◆ **PROMPT**
Go through the entries below. Copy each line in which "Sokak" appears.
————————
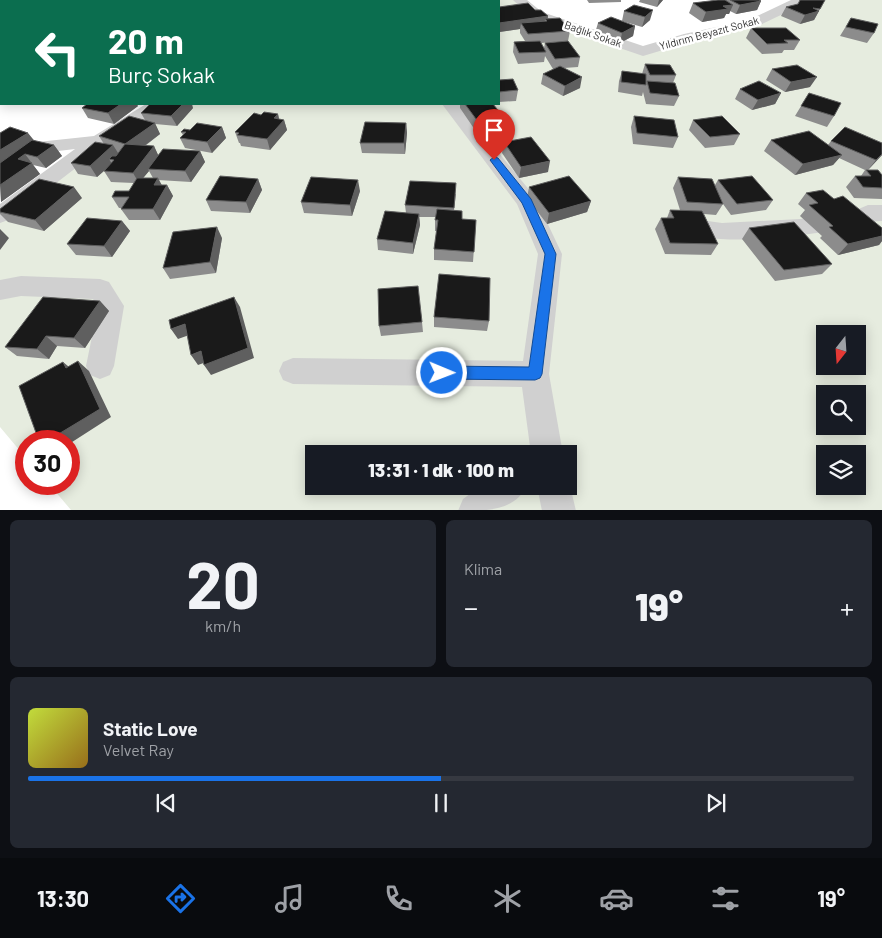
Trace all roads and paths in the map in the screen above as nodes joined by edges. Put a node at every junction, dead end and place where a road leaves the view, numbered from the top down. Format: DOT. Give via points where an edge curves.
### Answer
graph roads {
  1 [pos="519,0"];
  2 [pos="802,0"];
  3 [pos="643,51"];
  4 [pos="156,105"];
  5 [pos="451,105"];
  6 [pos="100,140"];
  7 [pos="0,152"];
  8 [pos="882,213"];
  9 [pos="0,215"];
  10 [pos="678,225"];
  11 [pos="0,290"];
  12 [pos="100,366"];
  13 [pos="293,371"];
  14 [pos="535,374"];
  15 [pos="546,445"];
  16 [pos="497,495"];
  17 [pos="556,495"];
  18 [pos="475,510"];
  19 [pos="559,510"];
  1 -- 3 [label="street, Bağlık Sokak" via="537,15"];
  2 -- 3 [label="street, Yıldırım Beyazıt Sokak" via="753,23"];
  4 -- 6 [label="street"];
  5 -- 14 [label="street" via="527,202 550,254"];
  6 -- 7 [label="street"];
  6 -- 9 [label="street"];
  8 -- 10 [label="street" via="800,227 728,231"];
  11 -- 12 [label="street" via="21,286 100,289 111,306"];
  13 -- 14 [label="street"];
  14 -- 15 [label="street"];
  16 -- 18 [label="street"];
  17 -- 19 [label="street"];
}
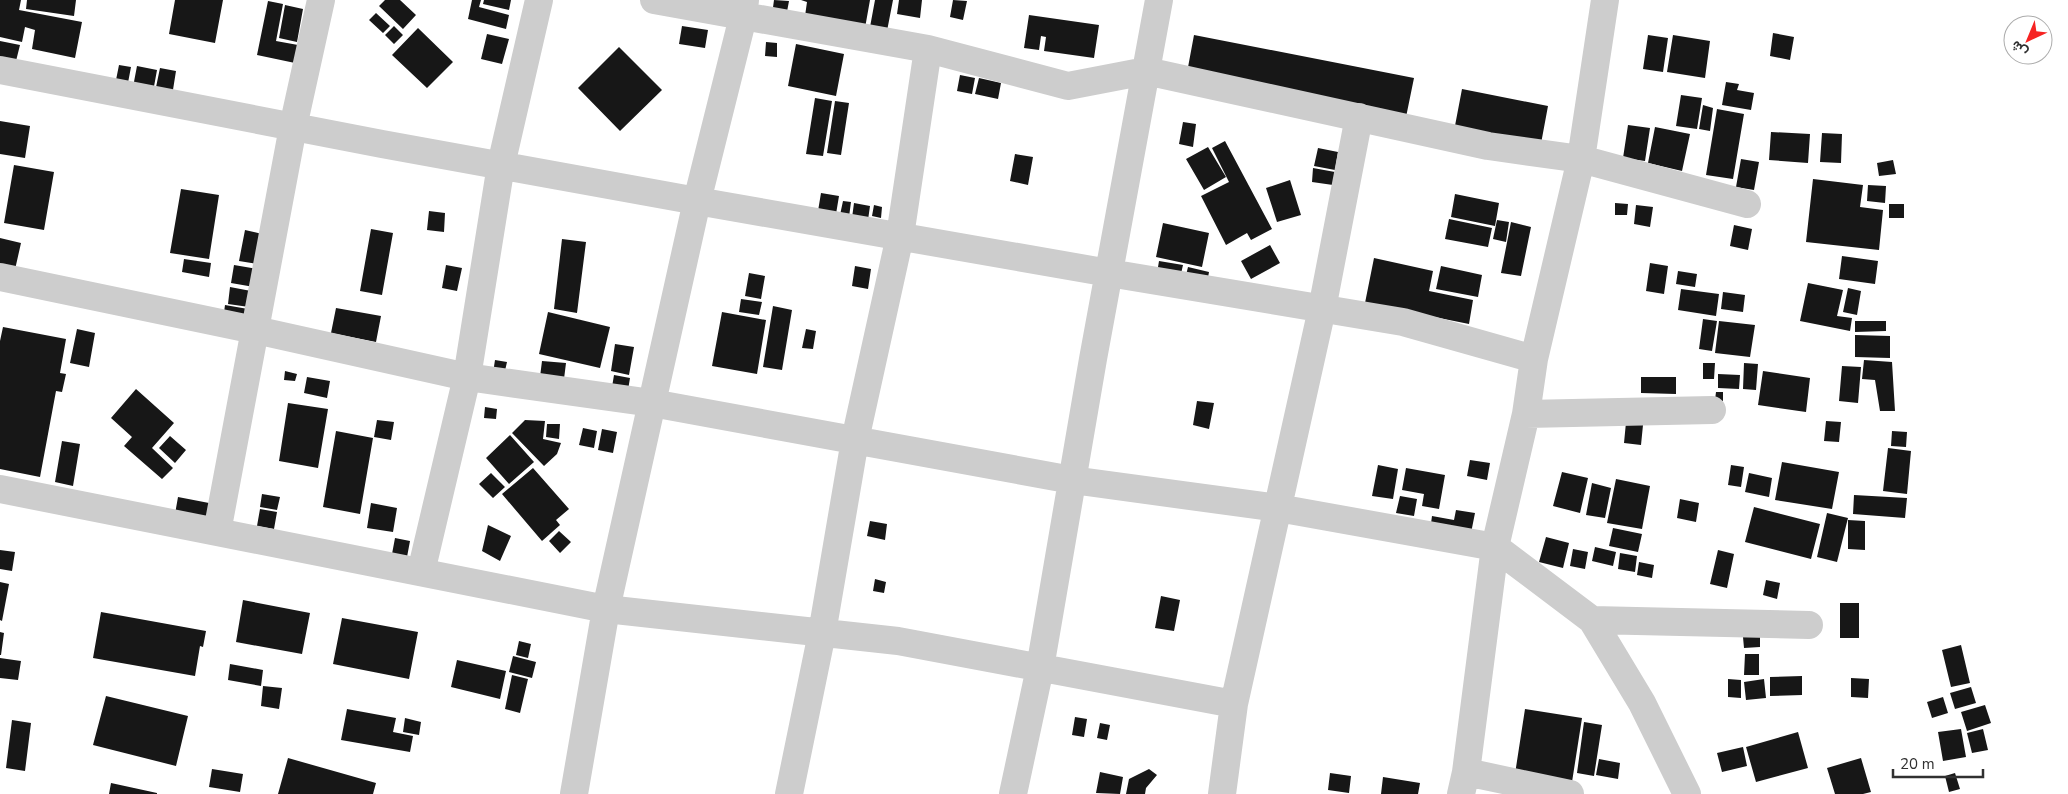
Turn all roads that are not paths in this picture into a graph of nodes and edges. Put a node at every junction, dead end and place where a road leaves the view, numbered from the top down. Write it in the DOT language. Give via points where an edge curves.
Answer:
graph roads {
  1 [pos="321,0"];
  2 [pos="539,0"];
  3 [pos="654,0"];
  4 [pos="1159,0"];
  5 [pos="1605,0"];
  6 [pos="744,8"];
  7 [pos="928,50"];
  8 [pos="0,70"];
  9 [pos="1146,71"];
  10 [pos="1359,117"];
  11 [pos="293,127"];
  12 [pos="1581,158"];
  13 [pos="501,165"];
  14 [pos="697,201"];
  15 [pos="1747,204"];
  16 [pos="900,236"];
  17 [pos="1109,273"];
  18 [pos="0,277"];
  19 [pos="1322,309"];
  20 [pos="255,330"];
  21 [pos="1534,359"];
  22 [pos="467,377"];
  23 [pos="652,403"];
  24 [pos="1712,410"];
  25 [pos="1526,414"];
  26 [pos="855,440"];
  27 [pos="1072,480"];
  28 [pos="0,489"];
  29 [pos="1278,508"];
  30 [pos="217,532"];
  31 [pos="1495,547"];
  32 [pos="421,572"];
  33 [pos="606,609"];
  34 [pos="1592,620"];
  35 [pos="1809,625"];
  36 [pos="822,633"];
  37 [pos="1040,668"];
  38 [pos="1234,704"];
  39 [pos="1463,783"];
  40 [pos="578,793"];
  41 [pos="789,794"];
  42 [pos="1013,794"];
  43 [pos="1222,794"];
  44 [pos="1570,794"];
  45 [pos="1687,794"];
  1 -- 11 [label="street"];
  2 -- 13 [label="street"];
  3 -- 6 [label="street"];
  4 -- 9 [label="street"];
  5 -- 12 [label="street"];
  6 -- 7 [label="street"];
  6 -- 14 [label="street"];
  7 -- 9 [label="street" via="1068,86"];
  7 -- 16 [label="street"];
  8 -- 11 [label="street"];
  9 -- 10 [label="street"];
  9 -- 17 [label="street"];
  10 -- 12 [label="street" via="1488,146"];
  10 -- 19 [label="street"];
  11 -- 13 [label="street"];
  11 -- 20 [label="street"];
  12 -- 15 [label="street"];
  12 -- 21 [label="street"];
  13 -- 14 [label="street"];
  13 -- 22 [label="street"];
  14 -- 16 [label="street"];
  14 -- 23 [label="street"];
  16 -- 17 [label="street"];
  16 -- 26 [label="street"];
  17 -- 19 [label="street"];
  17 -- 27 [label="street"];
  18 -- 20 [label="street"];
  19 -- 21 [label="street" via="1403,322"];
  19 -- 29 [label="street"];
  20 -- 22 [label="street"];
  20 -- 30 [label="street"];
  21 -- 25 [label="street"];
  22 -- 23 [label="street"];
  22 -- 32 [label="street"];
  23 -- 26 [label="street"];
  23 -- 33 [label="street"];
  24 -- 25 [label="street"];
  25 -- 31 [label="street"];
  26 -- 27 [label="street"];
  26 -- 36 [label="street"];
  27 -- 29 [label="street"];
  27 -- 37 [label="street"];
  28 -- 30 [label="street"];
  29 -- 31 [label="street"];
  29 -- 38 [label="street"];
  30 -- 32 [label="street"];
  31 -- 34 [label="street"];
  31 -- 39 [label="street"];
  32 -- 33 [label="street"];
  33 -- 36 [label="street"];
  33 -- 40 [label="street"];
  34 -- 35 [label="street"];
  34 -- 45 [label="street" via="1642,703"];
  36 -- 37 [label="street" via="898,642"];
  36 -- 41 [label="street"];
  37 -- 38 [label="street"];
  37 -- 42 [label="street"];
  38 -- 43 [label="street"];
  39 -- 44 [label="street"];
}
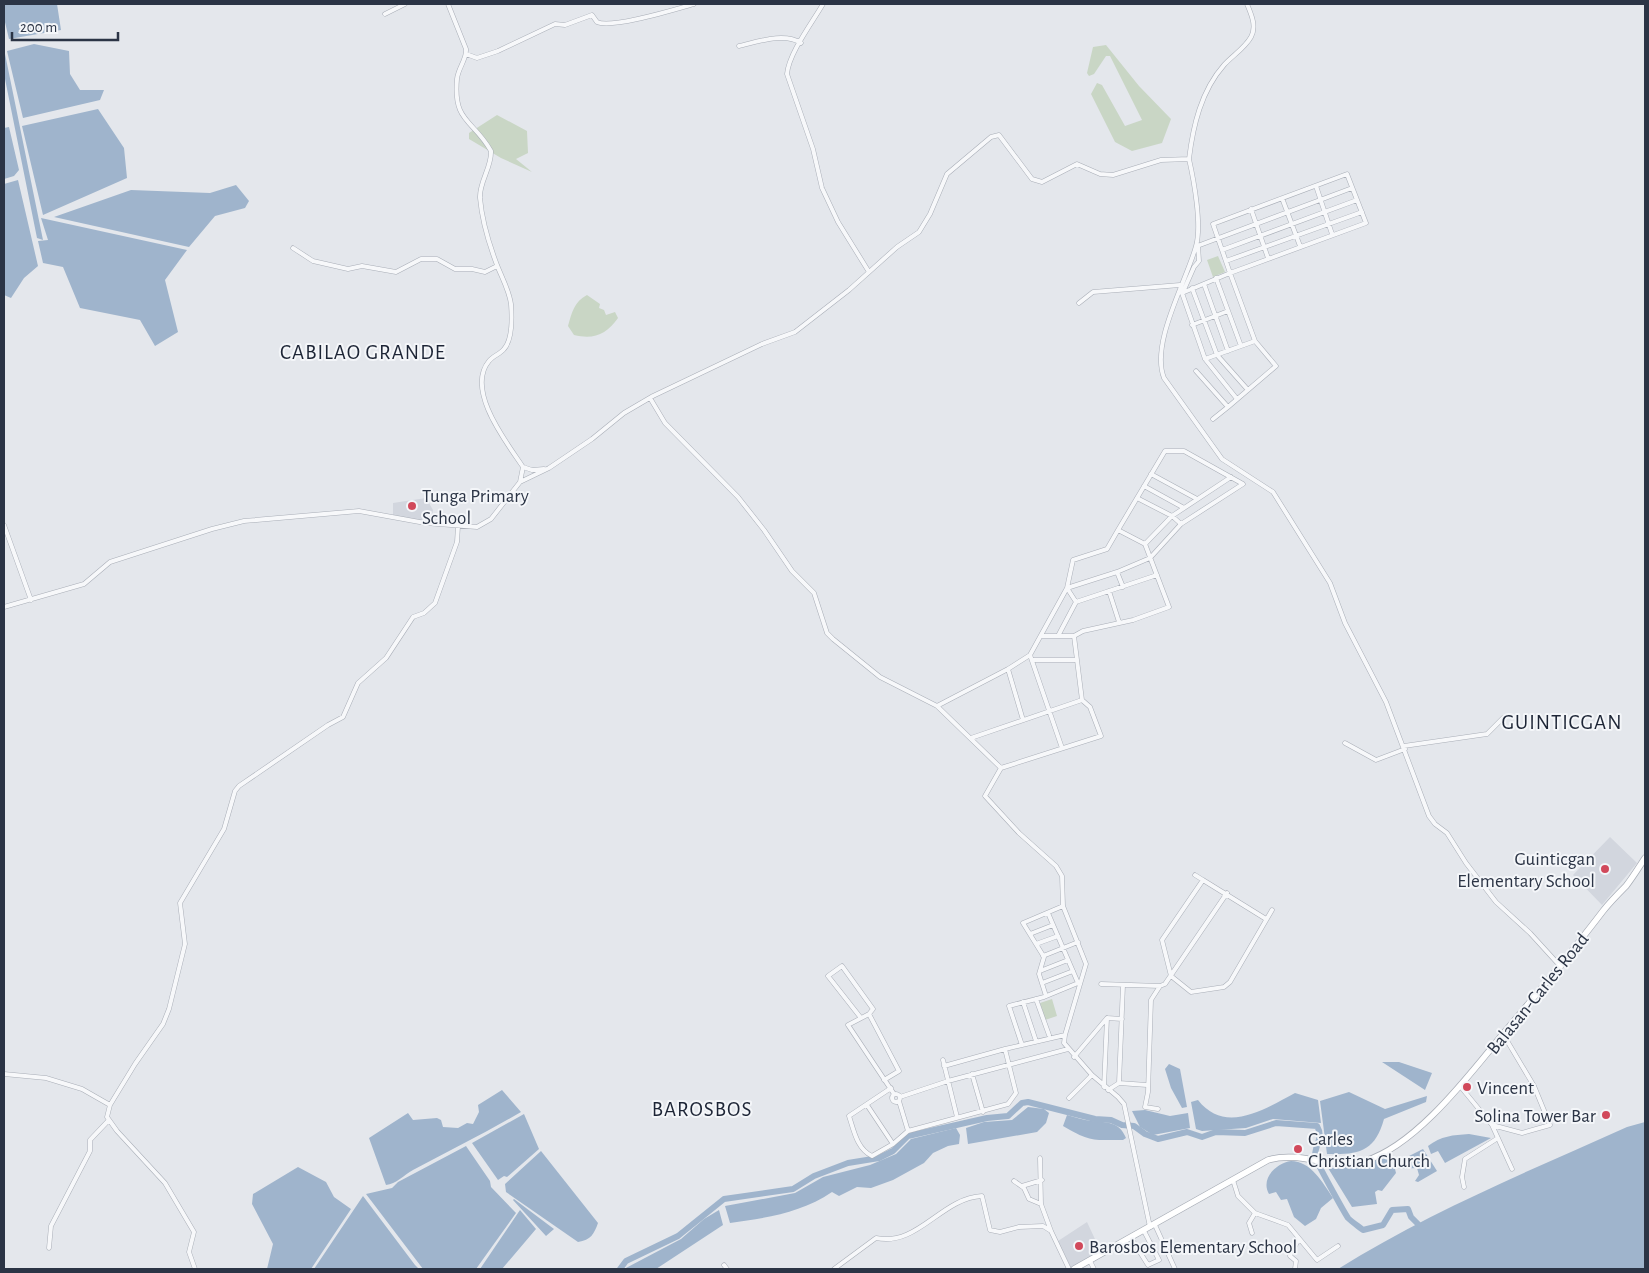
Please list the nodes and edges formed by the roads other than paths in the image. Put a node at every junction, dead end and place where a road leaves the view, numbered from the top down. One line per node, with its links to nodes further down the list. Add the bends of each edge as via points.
1 (405, 4): 6 (street)
2 (448, 4): 9 (street, via 458,24)
3 (694, 4): 9 (street, via 646,18 606,24 597,22 592,15 565,25 555,24 477,58)
4 (823, 4): 7 (street)
5 (1247, 4): 10 (street, via 1255,26 1251,37 1223,66 1205,94)
6 (386, 14)
7 (801, 43): 8 (street, via 793,38 770,39); 35 (street, via 787,74 813,149 822,188 838,222)
8 (739, 46)
9 (466, 54): 34 (street, via 458,70 456,102 461,115 491,150 480,196)
10 (1189, 159): 27 (street); 35 (street, via 1161,160 1113,175 1100,174 1077,164 1042,182 1032,178 1003,140 995,135 947,174 924,226)
11 (1316, 186): 12 (street, via 1348,174); 13 (street); 14 (street)
12 (1352, 188): 14 (street); 15 (street)
13 (1282, 198): 16 (street); 17 (street)
14 (1320, 199): 17 (street); 18 (street)
15 (1357, 200): 18 (street); 19 (street)
16 (1251, 209): 20 (street); 26 (street, via 1213,224)
17 (1287, 212): 20 (street); 21 (street)
18 (1324, 212): 21 (street); 22 (street)
19 (1362, 212): 22 (street); 23 (street, via 1366,223)
20 (1256, 223): 24 (street); 26 (street)
21 (1292, 224): 24 (street); 25 (street)
22 (1328, 224): 23 (street); 25 (street)
23 (1332, 234): 28 (street)
24 (1260, 236): 30 (street); 31 (street)
25 (1297, 236): 28 (street); 30 (street)
26 (1218, 239): 27 (street); 31 (street)
27 (1198, 245): 39 (street); 41 (street, via 1199,260)
28 (1300, 246): 32 (street)
29 (293, 248): 34 (street, via 313,261 348,268 362,266 396,272 420,259 437,259 460,271 485,272)
30 (1264, 248): 32 (street); 33 (street)
31 (1222, 250): 33 (street)
32 (1268, 258): 36 (street)
33 (1226, 261): 36 (street)
34 (497, 266): 58 (street, via 509,293 510,336 507,346 487,365 484,394 500,434)
35 (869, 272): 54 (street, via 795,332 762,344)
36 (1230, 273): 37 (street); 47 (street)
37 (1216, 278): 38 (street); 43 (street)
38 (1204, 284): 40 (street); 44 (street)
39 (1180, 285): 42 (street, via 1094,292); 62 (street, via 1163,344 1162,372 1222,459)
40 (1192, 288): 41 (street); 45 (street)
41 (1182, 293): 46 (street)
42 (1079, 302)
43 (1228, 311): 44 (street); 48 (street)
44 (1216, 316): 45 (street); 49 (street)
45 (1204, 320): 46 (street); 50 (street)
46 (1192, 324): 51 (street)
47 (1255, 341): 48 (street); 53 (street, via 1276,366)
48 (1241, 346): 49 (street)
49 (1228, 351): 50 (street)
50 (1217, 355): 51 (street); 53 (street)
51 (1205, 359): 55 (street)
52 (1196, 371): 56 (street)
53 (1248, 390): 55 (street)
54 (650, 398): 59 (street); 93 (street, via 665,423 738,497 792,571 814,593 827,632 833,639 880,677)
55 (1237, 400): 56 (street)
56 (1228, 407): 57 (street)
57 (1213, 419)
58 (523, 467): 59 (street); 63 (street)
59 (549, 468): 63 (street)
60 (1151, 474): 61 (street, via 1165,451 1184,451); 65 (street); 67 (street)
61 (1231, 477): 64 (street); 67 (street)
62 (1252, 478): 64 (street); 100 (street, via 1273,492 1330,584 1345,623 1386,702)
63 (520, 482): 72 (street, via 486,523 478,527)
64 (1243, 484): 70 (street)
65 (1144, 486): 66 (street); 68 (street)
66 (1137, 498): 69 (street); 73 (street)
67 (1197, 500): 68 (street)
68 (1184, 508): 69 (street)
69 (1172, 516): 70 (street); 74 (street)
70 (1181, 524): 75 (street)
71 (4, 525): 81 (street)
72 (458, 526): 81 (street, via 359,511 244,520 110,562 84,584); 158 (street, via 457,542 435,603 413,618 386,658 358,684 343,717 235,790 224,829 180,903 185,944 169,1009 163,1024)
73 (1118, 530): 74 (street); 79 (street, via 1107,549 1072,560)
74 (1145, 544): 75 (street)
75 (1150, 558): 76 (street); 77 (street)
76 (1118, 572): 78 (street); 79 (street)
77 (1156, 575): 78 (street); 84 (street, via 1169,607)
78 (1123, 586): 80 (street)
79 (1067, 588): 82 (street); 85 (street)
80 (1109, 591): 82 (street); 84 (street)
81 (31, 600): 83 (street)
82 (1076, 602): 86 (street)
83 (4, 607)
84 (1119, 622): 87 (street)
85 (1041, 636): 86 (street); 88 (street)
86 (1058, 636): 87 (street)
87 (1074, 636): 90 (street)
88 (1030, 655): 89 (street); 91 (street)
89 (1032, 660): 90 (street); 94 (street)
90 (1076, 660): 92 (street)
91 (1008, 669): 93 (street); 96 (street)
92 (1082, 700): 94 (street); 99 (street, via 1090,707 1101,736)
93 (937, 706): 97 (street)
94 (1050, 712): 96 (street); 99 (street)
95 (1503, 718): 100 (street, via 1487,734)
96 (1024, 720): 97 (street)
97 (971, 738): 101 (street)
98 (1346, 743): 100 (street, via 1376,760)
99 (1062, 748): 101 (street)
100 (1404, 748): 118 (street, via 1429,816 1447,833 1496,902)
101 (1002, 768): 106 (street, via 985,796 1018,833 1056,866 1062,876)
102 (1645, 858): 118 (main road, Balasan-Carles Road)
103 (1195, 875): 104 (street)
104 (1202, 880): 105 (street); 121 (street, via 1162,940)
105 (1227, 892): 109 (street); 121 (street)
106 (1063, 906): 108 (street); 113 (street)
107 (1272, 910): 109 (street)
108 (1048, 913): 110 (street); 111 (street, via 1023,923)
109 (1266, 918): 121 (street, via 1230,982 1224,987 1191,992)
110 (1053, 925): 111 (street); 112 (street)
111 (1030, 934): 114 (street)
112 (1058, 936): 114 (street); 115 (street)
113 (1078, 942): 115 (street); 134 (street, via 1086,964)
114 (1036, 944): 116 (street)
115 (1063, 948): 116 (street); 117 (street)
116 (1043, 956): 119 (street)
117 (1068, 960): 119 (street); 120 (street)
118 (1561, 966): 133 (main road, Balasan-Carles Road)
119 (1040, 971): 122 (street)
120 (1073, 971): 122 (street); 126 (street, via 1078,983)
121 (1171, 976): 125 (street)
122 (1042, 983): 126 (street)
123 (1101, 984): 124 (street)
124 (1123, 985): 125 (street); 132 (street)
125 (1160, 986): 150 (street, via 1151,1000)
126 (1046, 996): 127 (street)
127 (1036, 999): 128 (street); 135 (street)
128 (1023, 1002): 136 (street); 137 (street, via 1009,1006)
129 (869, 1014): 130 (street); 130 (street, via 874,1009 842,966 828,976); 147 (street, via 899,1071)
130 (861, 1018): 147 (street, via 848,1025)
131 (1107, 1018): 132 (street); 140 (street); 153 (street)
132 (1122, 1019): 149 (street)
133 (1503, 1034): 151 (main road, Balasan-Carles Road); 163 (street, via 1534,1086 1550,1125 1522,1134)
134 (1065, 1035): 136 (street); 139 (street, via 1064,1043)
135 (1049, 1036)
136 (1036, 1041): 137 (street)
137 (1022, 1045): 138 (street)
138 (1005, 1049): 142 (street); 143 (street)
139 (1068, 1049): 140 (street); 142 (street)
140 (1074, 1057): 146 (street)
141 (943, 1060): 143 (street)
142 (1009, 1064): 145 (street); 160 (street, via 1016,1093 1008,1104)
143 (944, 1066): 148 (street)
144 (4, 1074): 158 (street, via 46,1078 82,1089)
145 (972, 1074): 148 (street); 160 (street)
146 (1092, 1075): 153 (street); 155 (street)
147 (884, 1080): 152 (street)
148 (948, 1081): 156 (street); 161 (street)
149 (1119, 1083): 150 (street); 153 (street)
150 (1147, 1085): 159 (street, via 1144,1107)
151 (1460, 1086): 163 (street); 170 (main road, Balasan-Carles Road, via 1419,1127 1378,1155 1351,1164 1280,1156)
152 (891, 1088): 154 (street); 157 (street)
153 (1106, 1089): 176 (street, via 1124,1104)
154 (894, 1094): 156 (street); 156 (street, via 893,1100)
155 (1068, 1098)
156 (900, 1099): 164 (street)
157 (867, 1105): 166 (street); 166 (street, via 848,1116 860,1146 872,1156)
158 (110, 1106): 162 (street)
159 (1158, 1109)
160 (983, 1112): 161 (street)
161 (957, 1117): 164 (street)
162 (108, 1121): 183 (street, via 90,1140 90,1151 80,1174 51,1226); 187 (street, via 165,1183 194,1232 189,1252)
163 (1492, 1125): 165 (street)
164 (908, 1131): 166 (street)
165 (1498, 1138): 168 (street); 173 (street, via 1465,1159)
166 (892, 1144)
167 (1040, 1158): 169 (street)
168 (1512, 1169)
169 (1042, 1180): 172 (street); 174 (street)
170 (1233, 1180): 175 (street, via 1238,1196); 176 (main road, Balasan-Carles Road)
171 (1014, 1181): 172 (street)
172 (1022, 1186): 174 (street, via 1029,1199)
173 (1464, 1187)
174 (1040, 1204): 177 (street)
175 (1255, 1213): 179 (street, via 1250,1223); 181 (street, via 1284,1222)
176 (1152, 1226): 178 (main road, Balasan-Carles Road); 193 (street)
177 (1050, 1231): 189 (street, via 1043,1226 1000,1232 990,1230 982,1196 976,1196 937,1214 924,1226 902,1237 890,1240 876,1238); 190 (street)
178 (1144, 1231): 180 (main road, Balasan-Carles Road); 186 (street, via 1158,1260)
179 (1252, 1232)
180 (1131, 1238): 184 (main road, Balasan-Carles Road); 186 (street)
181 (1299, 1239): 182 (street, via 1316,1260); 194 (street, via 1291,1253)
182 (1338, 1246)
183 (49, 1248)
184 (1090, 1261): 191 (main road, Balasan-Carles Road); 192 (street)
185 (724, 1264): 188 (street)
186 (1148, 1267)
187 (195, 1269)
188 (727, 1269)
189 (834, 1269)
190 (1069, 1269)
191 (1074, 1269)
192 (1094, 1269)
193 (1175, 1269)
194 (1296, 1269)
————————
◆ **TASK RESPONSE**
  1 -- 3 [label="street, Bağlık Sokak" via="537,15"];
  2 -- 3 [label="street, Yıldırım Beyazıt Sokak" via="753,23"];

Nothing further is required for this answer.